The solar energy industry has everything exactly bass ackwards.
If you really want to incentivize job creation, make profit more achievable. Leave cleverly disguised intrusions into the free market at home.
3. Invest the remaining proceeds toward capitalizing an infrastructure bank, broadly defined — construction for roads, bridges, technology, grid upgrades and schools.
Great, then lets spend the rest of the windfall in the same manner that was wasted on our other stimulus boondoggles--namely slathering money onto the Democrat Party's favorite monolithic voting constituency. But hey, if the hundreds of billions of dollars that have already been spent on supporting union jobs haven't been successful, what could a few billion more hurt?
Why can't we just use the windfall to pay down our huge debt? That would lower our debt obligations, strengthen the dollar, lower the costs of commodities, and maybe make it possible for me to eat a hamburger once in a while down at the restaurant. Why do socialists believe that every boon to the economy has to start with the spending of billions of taxpayer dollars?
4. Lower the nation's corporate tax rate from 35 percent to 25 percent, and pay for it by streamlining the tax code and eliminating loopholes.
America's corporate tax rates are among the highest in the world. Even the socialist paradises of Europe have significantly lower income tax rates on corporations. So, what could my beef be with this?
It is once again a complete misunderstanding of economics. Lowering of tax rates helps grow the economy--as such, they all but pay for themselves. Letting anal retentive Democrats rewrite tax laws in order to pay for tax cuts will not turn out well.
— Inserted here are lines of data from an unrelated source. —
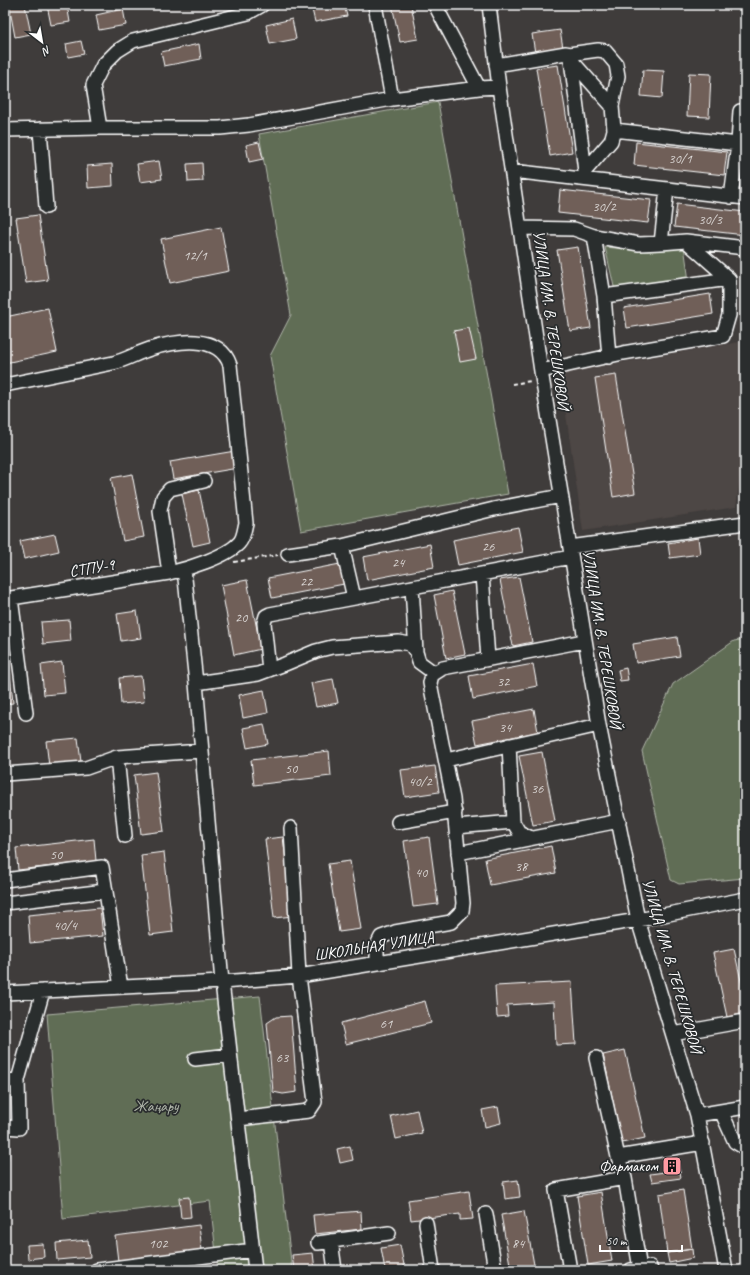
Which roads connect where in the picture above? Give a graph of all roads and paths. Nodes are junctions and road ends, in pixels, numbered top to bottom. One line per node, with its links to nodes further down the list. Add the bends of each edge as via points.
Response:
1 (262, 5): 12 (street, via 248,13 133,41 117,51 103,65 93,85)
2 (375, 5): 9 (street)
3 (435, 5): 8 (street)
4 (489, 5): 6 (street, УЛИЦА ИМ. В. ТЕРЕШКОВОЙ)
5 (570, 57): 6 (street, via 566,53); 10 (street); 10 (street, via 598,50 605,51 616,64 618,76); 18 (street)
6 (496, 65): 7 (street, УЛИЦА ИМ. В. ТЕРЕШКОВОЙ)
7 (499, 87): 8 (street); 17 (street, УЛИЦА ИМ. В. ТЕРЕШКОВОЙ)
8 (479, 88): 9 (street)
9 (392, 99): 12 (street, via 220,128)
10 (612, 106): 15 (street)
11 (740, 111): 16 (street)
12 (100, 128): 13 (street)
13 (40, 129): 14 (street); 22 (street)
14 (5, 130)
15 (614, 130): 16 (street); 18 (street, via 611,141)
16 (738, 144): 20 (street)
17 (512, 171): 18 (street); 23 (street, УЛИЦА ИМ. В. ТЕРЕШКОВОЙ)
18 (585, 175): 19 (street)
19 (667, 189): 20 (street); 26 (street)
20 (731, 197): 21 (street)
21 (745, 198)
22 (46, 207)
23 (520, 228): 24 (street, via 574,229); 31 (street, УЛИЦА ИМ. В. ТЕРЕШКОВОЙ)
24 (594, 236): 26 (street, via 639,244); 29 (street)
25 (686, 241): 26 (street); 27 (street); 28 (street)
26 (661, 242)
27 (745, 248)
28 (729, 279): 29 (street); 30 (street, via 729,316 723,336)
29 (604, 296): 30 (street)
30 (609, 357): 31 (street)
31 (542, 375): 32 (path); 35 (street, УЛИЦА ИМ. В. ТЕРЕШКОВОЙ)
32 (512, 384)
33 (5, 385): 41 (street, СТПУ-9, via 115,362 168,344 204,342 224,352 230,364 246,523 239,543 229,551)
34 (204, 481): 42 (street, via 170,490 163,497 160,511)
35 (561, 496): 37 (street, via 494,509); 38 (street, УЛИЦА ИМ. В. ТЕРЕШКОВОЙ)
36 (745, 523): 38 (street)
37 (342, 546): 39 (street); 46 (street)
38 (570, 552): 43 (street); 47 (street, УЛИЦА ИМ. В. ТЕРЕШКОВОЙ)
39 (288, 554): 40 (path)
40 (229, 562)
41 (184, 570): 42 (street, СТПУ-9); 52 (street)
42 (169, 573): 45 (street, СТПУ-9)
43 (482, 574): 44 (street); 49 (street)
44 (412, 587): 46 (street); 48 (street)
45 (8, 598): 53 (street)
46 (354, 598): 50 (street, via 266,616 264,623)
47 (584, 641): 49 (street); 54 (street, УЛИЦА ИМ. В. ТЕРЕШКОВОЙ)
48 (416, 652): 50 (street, via 410,644 399,642 332,647); 51 (street, via 421,665)
49 (488, 660): 51 (street, via 443,668)
50 (269, 670): 52 (street, via 258,674)
51 (434, 673): 58 (street, via 430,683)
52 (196, 683): 56 (street)
53 (26, 713)
54 (598, 725): 55 (street); 61 (street, УЛИЦА ИМ. В. ТЕРЕШКОВОЙ)
55 (510, 745): 58 (street); 63 (street)
56 (201, 751): 57 (street); 76 (street)
57 (117, 757): 59 (street, via 86,768); 66 (street)
58 (446, 760): 60 (street)
59 (5, 774)
60 (455, 812): 62 (street); 64 (street)
61 (619, 821): 67 (street); 73 (street, УЛИЦА ИМ. В. ТЕРЕШКОВОЙ)
62 (398, 822)
63 (513, 822): 64 (street); 67 (street, via 519,832)
64 (456, 827): 68 (street)
65 (292, 828): 75 (street)
66 (125, 836)
67 (531, 838): 68 (street)
68 (458, 853): 74 (street, via 462,911 451,922 381,937 377,945)
69 (5, 880): 70 (street, via 102,867)
70 (105, 891): 72 (street); 77 (street)
71 (745, 899): 73 (street, ШКОЛЬНАЯ УЛИЦА)
72 (5, 903)
73 (638, 920): 74 (street, ШКОЛЬНАЯ УЛИЦА); 81 (street, УЛИЦА ИМ. В. ТЕРЕШКОВОЙ)
74 (377, 963): 75 (street, ШКОЛЬНАЯ УЛИЦА)
75 (299, 976): 76 (street, ШКОЛЬНАЯ УЛИЦА); 90 (street, via 315,1102 309,1111)
76 (222, 982): 77 (street, ШКОЛЬНАЯ УЛИЦА); 82 (street)
77 (121, 987): 78 (street, ШКОЛЬНАЯ УЛИЦА)
78 (43, 991): 79 (street, ШКОЛЬНАЯ УЛИЦА); 85 (street)
79 (5, 994)
80 (745, 1021): 81 (street)
81 (673, 1034): 89 (street, УЛИЦА ИМ. В. ТЕРЕШКОВОЙ)
82 (230, 1055): 84 (street); 90 (street)
83 (596, 1058): 94 (street)
84 (195, 1059)
85 (18, 1080): 86 (street); 91 (street, via 19,1128)
86 (5, 1081)
87 (745, 1108): 88 (street)
88 (720, 1112): 89 (street); 93 (street, via 735,1142)
89 (697, 1115): 92 (street, УЛИЦА ИМ. В. ТЕРЕШКОВОЙ)
90 (238, 1119): 99 (street)
91 (5, 1127)
92 (703, 1143): 94 (street); 108 (street, УЛИЦА ИМ. В. ТЕРЕШКОВОЙ)
93 (745, 1148)
94 (618, 1157): 95 (street)
95 (625, 1178): 106 (street, via 556,1190); 107 (street)
96 (486, 1214): 105 (street)
97 (426, 1223): 104 (street)
98 (389, 1233): 103 (street, via 325,1242)
99 (252, 1250): 100 (street); 102 (street)
100 (172, 1265): 101 (street)
101 (97, 1270)
102 (255, 1270)
103 (335, 1270)
104 (433, 1270)
105 (495, 1270)
106 (570, 1270)
107 (640, 1270)
108 (726, 1270)

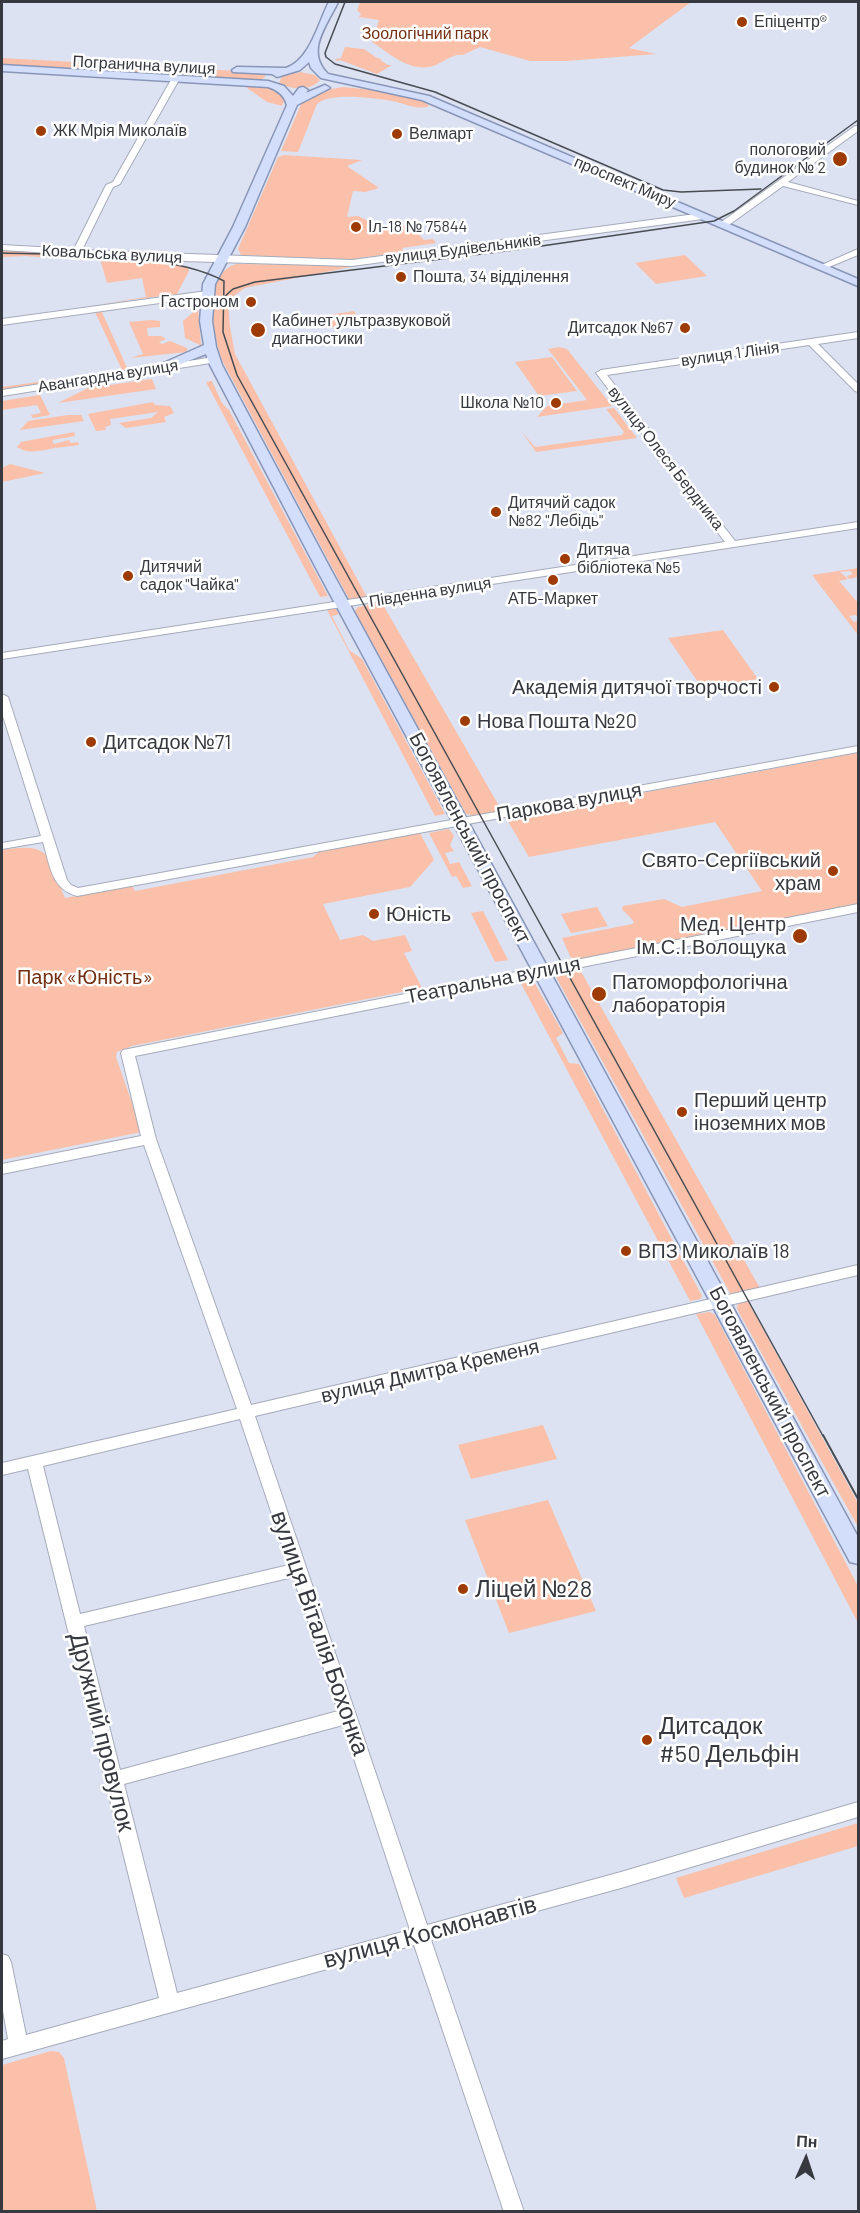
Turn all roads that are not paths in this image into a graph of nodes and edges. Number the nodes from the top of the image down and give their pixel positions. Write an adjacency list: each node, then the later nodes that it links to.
1 (333, 2): 2 (main road)
2 (311, 52): 7 (main road); 8 (main road); 10 (main road)
3 (2, 57): 4 (main road, Погранична вулиця)
4 (63, 60)
5 (2, 69): 9 (main road, Погранична вулиця)
6 (225, 69): 7 (main road, Погранична вулиця)
7 (264, 71): 8 (main road, Погранична вулиця)
8 (289, 71): 10 (main road, Погранична вулиця); 11 (main road)
9 (176, 78): 11 (main road, Погранична вулиця); 20 (street)
10 (323, 79): 12 (main road, проспект Миру); 13 (main road); 17 (main road, проспект Миру)
11 (278, 86): 12 (main road, Погранична вулиця); 13 (main road)
12 (308, 89): 13 (main road, Богоявленський проспект)
13 (292, 105): 22 (main road, Богоявленський проспект)
14 (857, 131): 15 (street)
15 (783, 183): 16 (street); 18 (street)
16 (858, 203)
17 (703, 216): 18 (main road, проспект Миру); 22 (street, вулиця Будівельників)
18 (723, 225): 23 (main road, проспект Миру)
19 (2, 248): 20 (street, Ковальська вулиця)
20 (77, 252): 22 (street, Ковальська вулиця)
21 (858, 252): 23 (street)
22 (222, 259): 25 (main road, Богоявленський проспект)
23 (821, 267): 24 (main road, проспект Миру)
24 (858, 283)
25 (207, 294): 26 (street); 29 (main road, Богоявленський проспект)
26 (2, 322)
27 (858, 335): 28 (street, вулиця 1 Лінія)
28 (812, 342): 31 (street, вулиця 1 Лінія); 32 (street)
29 (212, 354): 30 (main road); 36 (main road, Богоявленський проспект)
30 (156, 369): 33 (street, Авангардна вулиця)
31 (601, 373): 35 (street, вулиця Олеся Бердника)
32 (858, 389)
33 (2, 393)
34 (858, 525): 35 (street, Південна вулиця)
35 (732, 544): 36 (street, Південна вулиця)
36 (342, 604): 37 (street, Південна вулиця); 40 (main road, Богоявленський проспект)
37 (2, 656)
38 (2, 696): 41 (street)
39 (858, 749): 40 (street, Паркова вулиця)
40 (460, 821): 41 (street, Паркова вулиця); 44 (main road, Богоявленський проспект)
41 (48, 838): 42 (street)
42 (2, 846)
43 (858, 908): 44 (street, Театральна вулиця)
44 (541, 970): 45 (street, Театральна вулиця); 49 (main road, Богоявленський проспект)
45 (129, 1053): 46 (street, вулиця Віталія Бохонка)
46 (149, 1139): 47 (street); 50 (street, вулиця Віталія Бохонка)
47 (2, 1169)
48 (858, 1270): 49 (street, вулиця Дмитра Кременя)
49 (721, 1302): 50 (street, вулиця Дмитра Кременя); 53 (main road, Богоявленський проспект)
50 (246, 1413): 51 (street, вулиця Дмитра Кременя); 54 (street, вулиця Віталія Бохонка)
51 (34, 1462): 52 (street, вулиця Дмитра Кременя); 55 (street, Дружний провулок)
52 (2, 1469)
53 (858, 1556)
54 (299, 1569): 55 (street); 56 (street, вулиця Віталія Бохонка)
55 (74, 1622): 57 (street, Дружний провулок)
56 (348, 1716): 57 (street); 59 (street, вулиця Віталія Бохонка)
57 (114, 1779): 61 (street, Дружний провулок)
58 (858, 1810): 59 (street, вулиця Космонавтів)
59 (420, 1934): 61 (street, вулиця Космонавтів); 63 (street, вулиця Віталія Бохонка)
60 (2, 1962): 62 (street)
61 (170, 2003): 62 (street, вулиця Космонавтів)
62 (10, 2048)
63 (514, 2211)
Just cut the tax rates to a level that is competitive with the rest of the world, and watch our economy grow.
5. Modernize our unemployment and workforce training systems.
Government funded job training programs are misguided, inefficient, and completely outside the responsibility of government.
How can Granholm and Mulhern ever possibly discern what jobs our evolving economy will need unless they also believe they can nudge this economy toward their own favored outcome? No person, not even a brilliant Harvard educated Canadian lawyer, can interject herself into an economy and determine what industries of the future will be successful. Corn ethanol anyone? Solar panels?
No, lets let consumers determine what products they will want in the future, and lets let business provide those products and train their own workforces to produce those products.
6. Adopt a federal clean energy standard to proclaim to clean energy businesses — which can locate anywhere — that a market exists here for their products.
And here you have it. Granholm and Mulhern believe the best way to achieve inexpensive job creation is to further regulate the American economy so that inefficient energy sources can compete with efficient ones. I wonder how much that will cost.
It is just another angle to the failed Keynesian principle that you can create wealth by destroying it.
I will not be buying the book by Granholm and Mulhern. Its a brand new book certain to contain glossy terms to describe the same tired old ideas. Ultimately, all we really need are the proper puppet masters to pull the right strings.
Granholm and Mulhern should be available shortly after the book is released.